Category: Transplantation

  • 1801 Transplantation: Basic


  • Yang, Hua, Weill-Cornell , New York, New York, United States
  • Amrouche, Lucile, Necker hospital , Paris, France
  • Akat, Kemal Marc, The Rockefeller University, New York, New York, United States
  • Li, Carol Y., Weill Cornell Medical College, New York, New York, United States
  • Tinel, Claire, CHU Dijon, Dijon, France
  • Anglicheau, Dany, Necker Hospital, Paris, France
  • Muthukumar, Thangamani, Weill-Cornell , New York, New York, United States

Biomarkers that foretell tubulointerstitial fibrosis (IFTA) of the kidney allograft may help redefine management of kidney transplant recipients.


We studied 16 kidney allograft surveillance biopsies from 16 recipients at 3 months post–transplantation. All biopsies had Banff ci score (interstitial fibrosis) and ct score (tubular atrophy) of zero. Based on the presence of IFTA in the 12-month surveillance biopsy, 10 recipients were classified as 'Progression to IFTA' (Group A, ci score ≥2 and ct score ≥2) and 6 as 'No Progression to IFTA', (Group B, ci/ct scores=0).

We did RNA sequencing of the 16 biopsies and compared the differential abundance of miRNA between Group A and Group B. We did qRT-PCR assay of the top differentially abundant miRNAs.

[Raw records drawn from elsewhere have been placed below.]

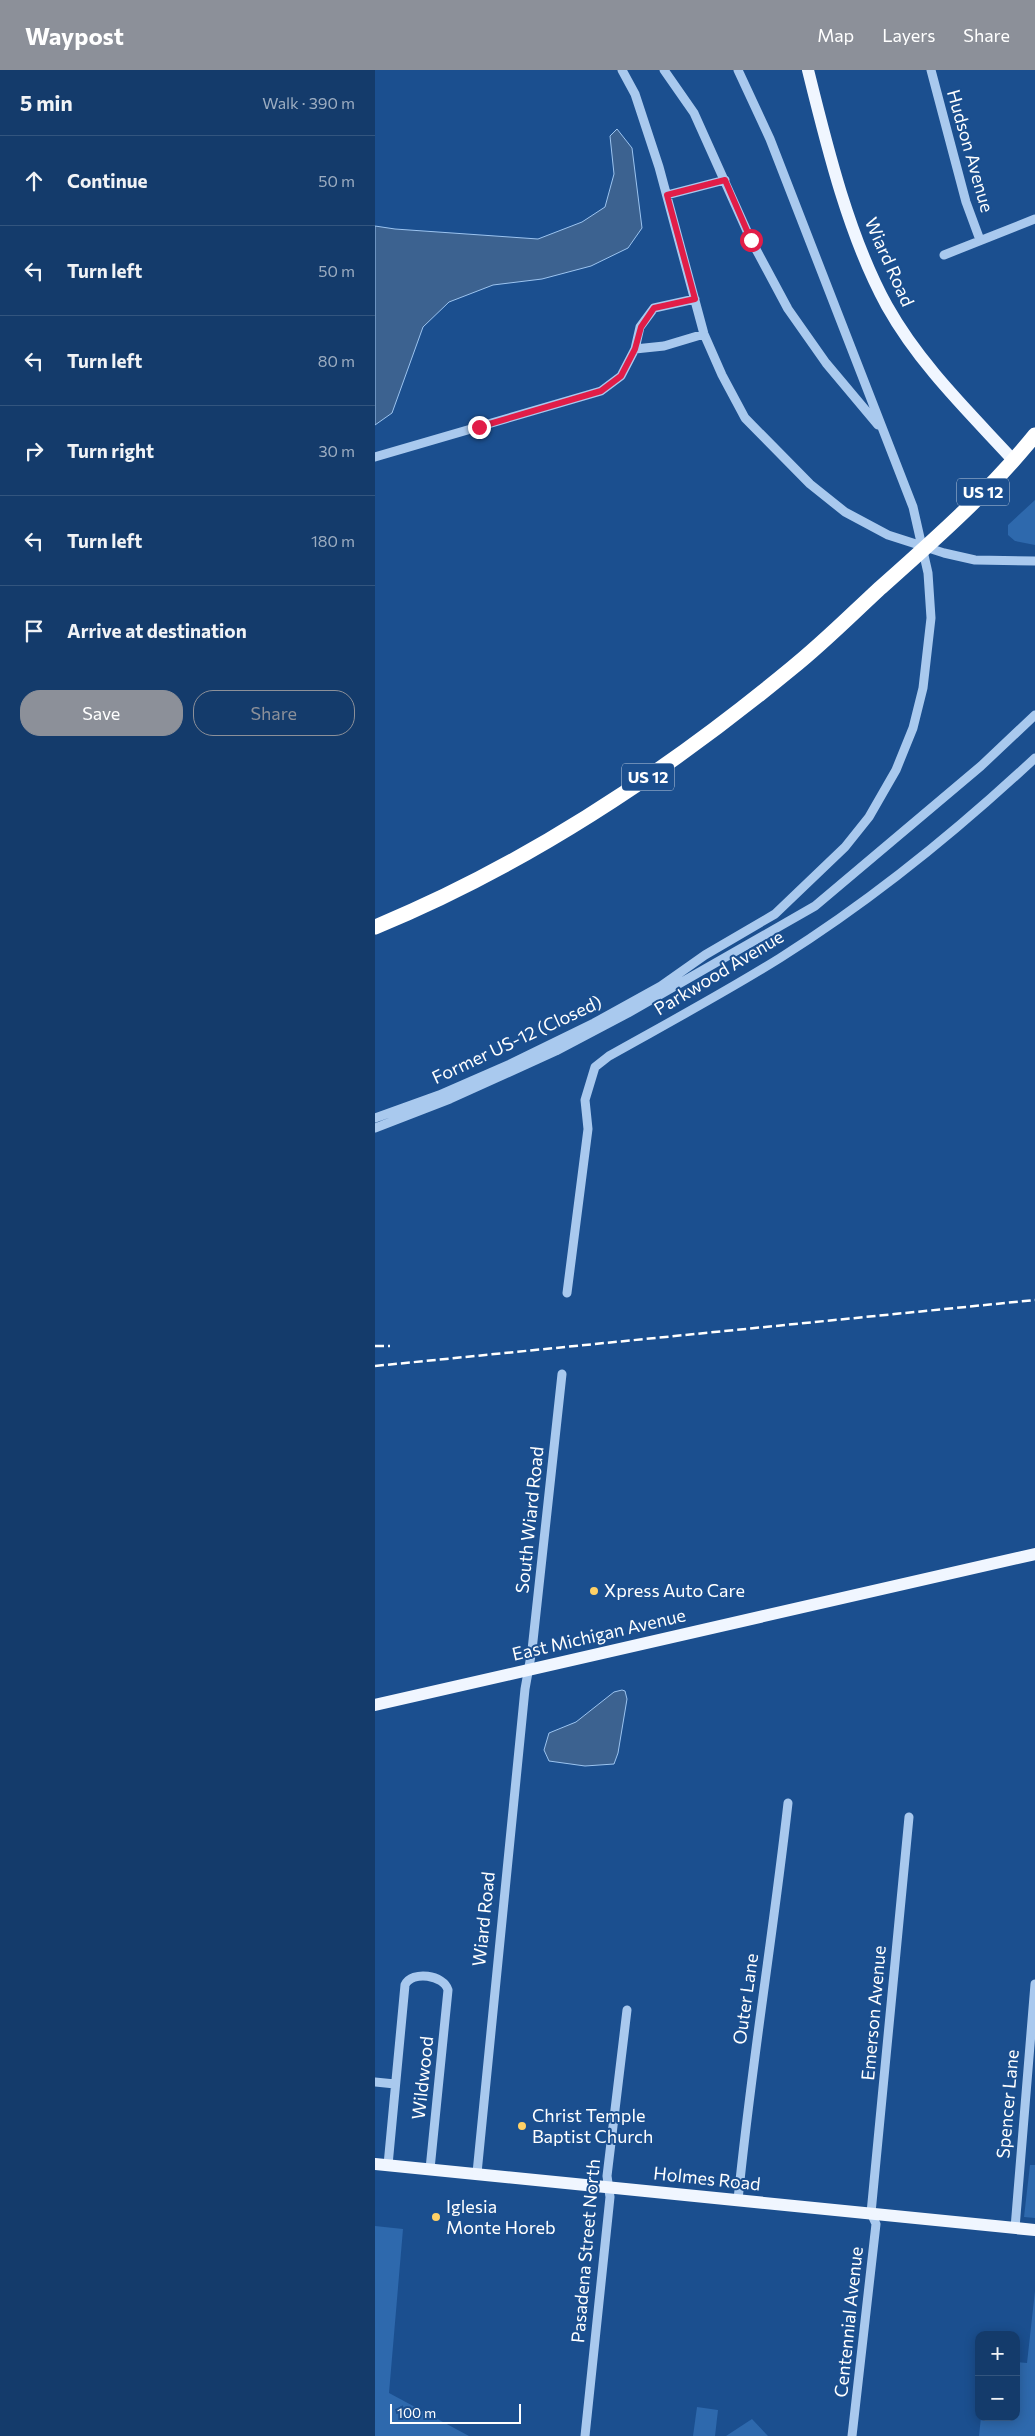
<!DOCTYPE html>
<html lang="en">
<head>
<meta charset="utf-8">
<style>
  :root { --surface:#143b6b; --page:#1d4271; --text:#f1f3f6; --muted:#9dadc1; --line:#33557e; --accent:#8c9099 }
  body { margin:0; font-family:Commissioner,sans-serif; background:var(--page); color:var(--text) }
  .controls { position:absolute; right:15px; bottom:15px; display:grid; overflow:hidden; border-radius:10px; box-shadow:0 2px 12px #0003 }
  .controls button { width:45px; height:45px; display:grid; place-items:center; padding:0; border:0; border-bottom:1px solid var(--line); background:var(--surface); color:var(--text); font:25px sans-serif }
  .scale { position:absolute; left:15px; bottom:12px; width:131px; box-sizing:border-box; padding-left:5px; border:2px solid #fff; border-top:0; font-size:14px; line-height:18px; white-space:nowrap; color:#fff; -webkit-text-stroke:4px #1b4f8f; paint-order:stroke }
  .stop { position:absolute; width:15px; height:15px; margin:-11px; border:4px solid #e11d48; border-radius:50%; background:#fff }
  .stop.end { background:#e11d48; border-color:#fff; box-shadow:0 1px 5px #0008 }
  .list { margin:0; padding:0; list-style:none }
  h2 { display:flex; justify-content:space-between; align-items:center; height:65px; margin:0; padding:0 20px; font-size:21px }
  h2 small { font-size:16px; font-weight:400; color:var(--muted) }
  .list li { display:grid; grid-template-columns:32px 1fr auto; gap:15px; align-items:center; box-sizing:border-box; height:90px; padding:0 20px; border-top:1px solid var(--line) }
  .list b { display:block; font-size:19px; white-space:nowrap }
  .list em { font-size:16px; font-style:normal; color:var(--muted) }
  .actions { display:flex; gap:10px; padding:15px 20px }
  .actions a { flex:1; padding:11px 0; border:1px solid var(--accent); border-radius:20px; text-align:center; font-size:18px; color:var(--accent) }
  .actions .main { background:var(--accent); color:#fff }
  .icon { flex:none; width:28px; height:28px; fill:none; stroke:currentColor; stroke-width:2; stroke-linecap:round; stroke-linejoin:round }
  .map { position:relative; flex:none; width:660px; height:2366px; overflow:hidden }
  header { display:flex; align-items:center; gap:30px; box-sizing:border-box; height:70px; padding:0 25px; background:var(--accent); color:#fff }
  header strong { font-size:24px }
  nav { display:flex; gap:28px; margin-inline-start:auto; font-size:18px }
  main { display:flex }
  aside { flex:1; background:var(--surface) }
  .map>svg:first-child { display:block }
</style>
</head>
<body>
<header>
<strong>Waypost</strong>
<nav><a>Map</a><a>Layers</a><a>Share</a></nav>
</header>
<main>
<aside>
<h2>5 min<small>Walk · 390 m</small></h2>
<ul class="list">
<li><svg class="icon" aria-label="ahead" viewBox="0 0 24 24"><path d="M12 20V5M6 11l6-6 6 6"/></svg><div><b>Continue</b></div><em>50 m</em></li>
<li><svg class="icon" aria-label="left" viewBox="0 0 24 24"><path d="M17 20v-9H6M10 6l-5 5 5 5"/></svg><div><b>Turn left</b></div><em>50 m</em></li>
<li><svg class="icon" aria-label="left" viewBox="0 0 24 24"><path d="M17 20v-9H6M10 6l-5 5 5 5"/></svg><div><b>Turn left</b></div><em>80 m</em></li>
<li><svg class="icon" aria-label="right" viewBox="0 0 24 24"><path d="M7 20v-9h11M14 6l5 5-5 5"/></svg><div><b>Turn right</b></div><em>30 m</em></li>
<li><svg class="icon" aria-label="left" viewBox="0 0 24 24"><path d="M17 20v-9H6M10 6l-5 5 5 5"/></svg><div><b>Turn left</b></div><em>180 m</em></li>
<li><svg class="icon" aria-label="arrive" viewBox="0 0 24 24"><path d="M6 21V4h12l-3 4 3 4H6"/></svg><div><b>Arrive at destination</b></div></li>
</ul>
<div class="actions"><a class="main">Save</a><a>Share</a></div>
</aside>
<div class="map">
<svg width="660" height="2366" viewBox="0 0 660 2366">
  <rect width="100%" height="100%" fill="#1b4f8f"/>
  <path fill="#2e69ad" d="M660 430V475L640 471 633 465V455Z
    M655 2095H660V2148L649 2147Z
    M0 2156 28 2159 14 2323 94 2366H0Z
    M660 2221V2366H604L606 2347H641V2292L652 2293Z
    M322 2337 343 2340 340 2366H318Z
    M377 2349 393 2366H351Z"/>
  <path fill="#3c6290" stroke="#9cc4f0" d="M242 59 257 78 267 158 253 178 216 196 167 209 118 215 74 232 48 257 17 343 0 355V156L20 159 163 169 207 152 230 137 239 104 235 66Z
    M247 1620 250 1621 252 1629 243 1683 239 1694 210 1696 174 1691 169 1680 174 1663 201 1652 239 1622Z"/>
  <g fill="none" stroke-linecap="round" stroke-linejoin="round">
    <path stroke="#a9c9ee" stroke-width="9" d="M247 0 260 24 284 97 329 264 347 305 370 348 435 414 470 442 513 465 569 483 600 490 660 491
      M289 0 319 43 376 170 413 239 451 293 503 355
      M556 0 591 132 605 170
      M292 125 350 110
      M569 185 660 149
      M260 279 265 257 279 238 320 229
      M0 387 226 321 246 306 260 279 289 276 329 264
      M0 1048 64 1025 135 994 219 953 286 916 330 885 400 844 470 777 494 747 521 700 538 658 548 618 556 548 553 503 538 437 395 69 363 0
      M0 1058 75 1029 181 981 253 943 440 836 606 696 660 645
      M192 1223 213 1059 210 1030 220 997 234 986C291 954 349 923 405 888 494 832 584 759 660 688
      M0 2012 20 2014
      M13 2095 30 1915C37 1900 69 1905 73 1920L55 2099
      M102 2103 150 1619 157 1580 187 1304
      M363 2130C376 1997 398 1866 413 1733
      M640 2158 660 1914
      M210 2366 235 2127 232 2106 252 1940
      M477 2366 501 2154 496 2143 534 1747"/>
    <path stroke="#f0f6ff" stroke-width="12" d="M433 0C452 77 474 167 512 236 545 295 594 342 639 391
      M0 1635 660 1484
      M0 2094 660 2160"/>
    <path stroke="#fff" stroke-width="15" d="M0 857C151 795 291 702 417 598 447 574 475 546 503 520 558 471 614 422 660 365"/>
    <path stroke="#fff" stroke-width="2.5" stroke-dasharray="9 4" stroke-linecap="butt" d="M0 1276H15
      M0 1296 660 1230"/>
  </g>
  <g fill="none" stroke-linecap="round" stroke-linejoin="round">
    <path stroke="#e11d48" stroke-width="6" d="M104 357 226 321 246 306 260 279 266 257 279 238 320 229 292 125 350 110 376 170"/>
  </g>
  <g fill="#ffd166" stroke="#1b4f8f" stroke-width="2">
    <circle cx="219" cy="1521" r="5"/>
    <circle cx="147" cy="2056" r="5"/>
    <circle cx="61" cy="2147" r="5"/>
  </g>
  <g text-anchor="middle" stroke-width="4" stroke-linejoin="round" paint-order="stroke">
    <g fill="#1b4f8f" stroke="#bbcadd" stroke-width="1">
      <rect x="582" y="408.5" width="52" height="27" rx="4"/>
      <rect x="247" y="693.5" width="52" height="27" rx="4"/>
    </g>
    <g font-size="16" font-weight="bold" fill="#fff">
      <text x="608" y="428">US 12</text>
      <text x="273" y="713">US 12</text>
    </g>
    <g font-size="18" fill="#fff" stroke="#1b4f8f">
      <text transform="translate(595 81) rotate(74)" y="6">Hudson Avenue</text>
      <text transform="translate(514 192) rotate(66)" y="6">Wiard Road</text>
      <text transform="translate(344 903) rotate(-31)" y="6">Parkwood Avenue</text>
      <text transform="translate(142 970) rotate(-25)" y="6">Former US-12 (Closed)</text>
      <text transform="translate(155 1450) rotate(-84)" y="6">South Wiard Road</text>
      <text transform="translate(224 1565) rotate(-13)" y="6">East Michigan Avenue</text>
      <text transform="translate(109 1849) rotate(-84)" y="6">Wiard Road</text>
      <text transform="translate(371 1929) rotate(-82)" y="6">Outer Lane</text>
      <text transform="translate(499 1943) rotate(-85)" y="6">Emerson Avenue</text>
      <text transform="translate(48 2008) rotate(-84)" y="6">Wildwood</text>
      <text transform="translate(633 2034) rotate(-85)" y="6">Spencer Lane</text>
      <text transform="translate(332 2109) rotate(6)" y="6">Holmes Road</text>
      <text transform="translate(211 2181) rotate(-85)" y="6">Pasadena Street North</text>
      <text transform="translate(474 2252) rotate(-84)" y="6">Centennial Avenue</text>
    </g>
    <g font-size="18" fill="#fff" stroke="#1b4f8f" text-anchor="start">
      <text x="229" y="1527">Xpress Auto Care</text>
      <text x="157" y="2052">Christ Temple<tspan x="157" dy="21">Baptist Church</tspan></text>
      <text x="71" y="2143">Iglesia<tspan x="71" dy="21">Monte Horeb</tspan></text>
    </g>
  </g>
</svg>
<div class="controls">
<button>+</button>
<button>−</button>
</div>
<div class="scale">100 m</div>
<div class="stop" style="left:376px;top:170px"></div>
<div class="stop end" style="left:104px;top:357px"></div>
</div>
</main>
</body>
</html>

Sixteen miRNAs were differentially abundant between the groups; 11 increased and 5 decreased in Group A comapred to Group B (Figure 1). All 16 miRNAs, as reported in prior studies, were associated with organ fibrosis. By qRT-PCR assay, the miRNAs discriminated the groups with high degree of accuracy (Figure 2).


miRNA expression in kidney allograft in 3-month surveillance biopsies is associated with IFTA in 12-month surveillance biopsies.